One such student activity that The Association helps fund is the
Parsons Mounted Cavalry.
Below is an article
Texas Aggie published in 2009 about Bob Byrns ’74, PMC’s site manager.
When you give to The Association, you are combining your gift with the power of tens of thousands of donors worldwide. The Aggie Network comes together each year, contributing millions of dollars to the Annual Fund. Those funds ensure that the Aggie Spirit
will be nurtured through programs like Aggie Ring Day and New Student Orientation; preserved through traditions such as Aggie Muster; and shared by Aggies everywhere through about 250 A&M Clubs in every corner of the world. Indeed, the Aggie Network has a
positive influence on every student who walks the Texas A&M campus.
Bob Byrns ’74 is a founding member of Texas A&M’s Parsons Mounted Cavalry. He’s a saddle-maker by trade, a teacher by profession and a horseman by heritage. Seven years ago, while in town for a reunion, Byrns’ past became his credentials for sustaining a Texas
A&M tradition.
The Parsons Mounted Cavalry—or the Cav, or PMC, as most Ags call it—is the mounted military organization within the Corps of Cadets. They are the men and women on horseback and the chosen crew to fire the cannon after each Aggie score at Kyle Field. The mounted
outfit represents tradition, heritage and hard work.
But seven years ago, PMC was bogged down.
Byrns was just visiting that day. It had been 25 years since his last call to Fiddler’s Green, the 27-acre plot that houses the Cav and its horses, but he could see where the unit was lacking. “They needed someone with horse knowledge and leatherworking skills,”
Byrns said.
The future seemed to peer out of the wooden barn, with its stalls full of horses and college students in need of guidance. “I have a very vested interest in seeing this unit continue,” Byrns said. So he started volunteering—quietly at first. He’d take the Cav’s
leatherwork and harnesses back to his saddle shop in Tomball. “I had expertise,” he said. “I’m good at it, and I like it.”
But most important, Byrns said, he didn’t want to see it die. The Cav is an important part of Texas A&M, he said, and Texas A&M is an important part of him.

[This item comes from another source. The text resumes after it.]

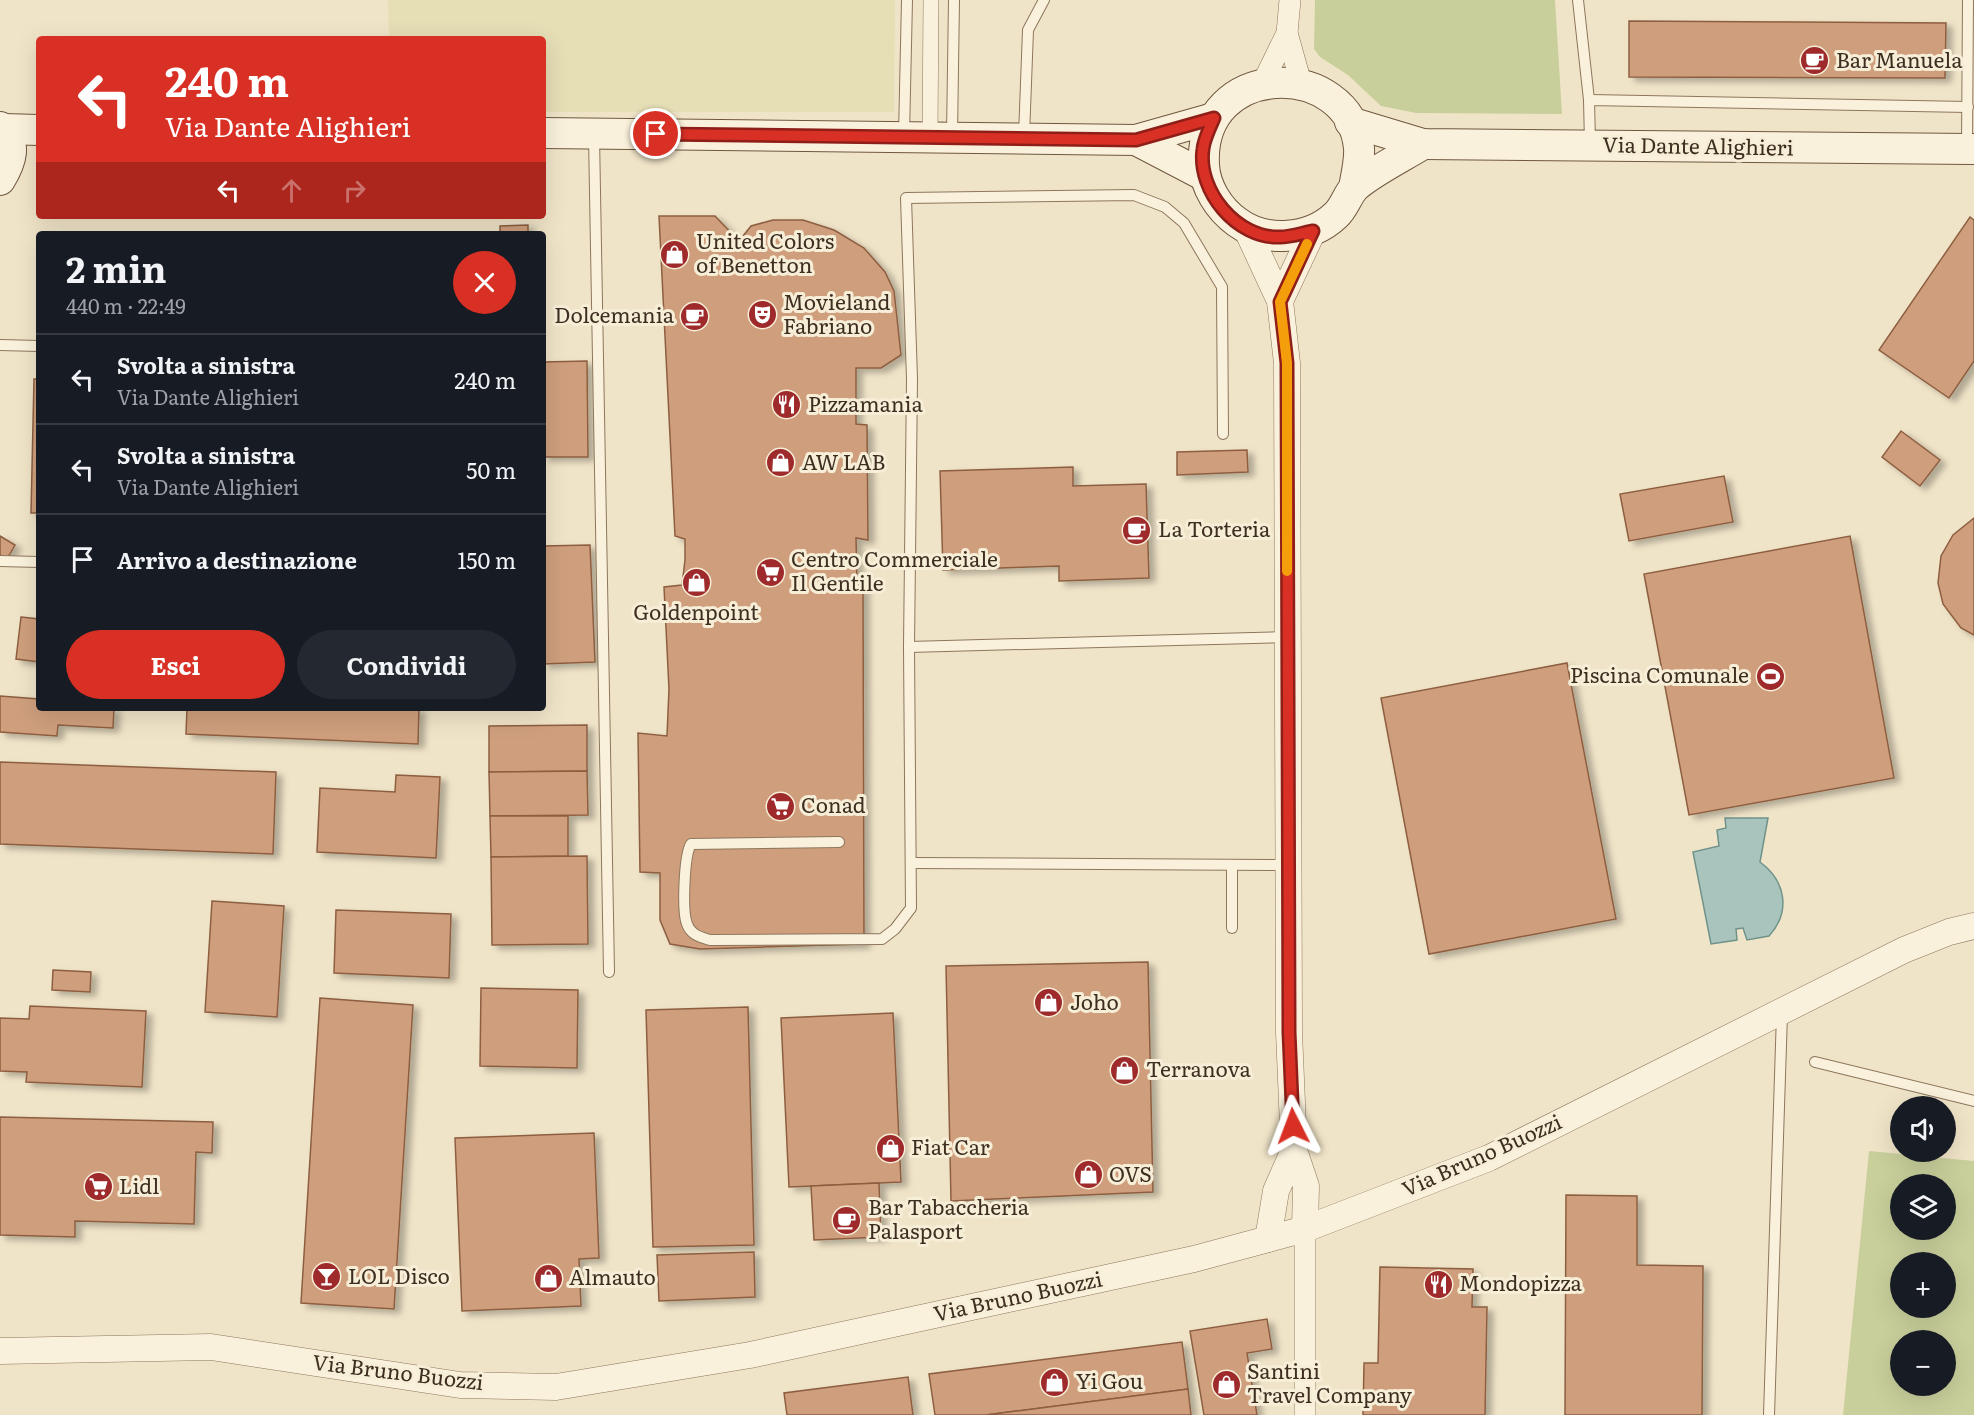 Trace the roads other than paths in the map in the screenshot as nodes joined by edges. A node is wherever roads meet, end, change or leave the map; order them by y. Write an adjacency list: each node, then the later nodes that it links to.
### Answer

Byrns was a junior physical education major when three cadets proposed the cavalry be revived. Combat horsemanship had been part of military instruction at Texas A&M from 1876 until the early 1900s, and A&M had a cavalry until 1945.
Cadets like Byrns wanted the cavalry tradition back at Texas A&M. They spent hours at the library researching A&M’s first mounted unit.
“It was a student organization, and it was treated as such. Students led,” he said.
And, it was a success. Cadets named the unit after the Corps of Cadets commandant at the time, Thomas R. Parsons ’49.
PMC is unique in that it has both cavalry and artillery in the same division. “No one has all the pieces together like we do here,” he said.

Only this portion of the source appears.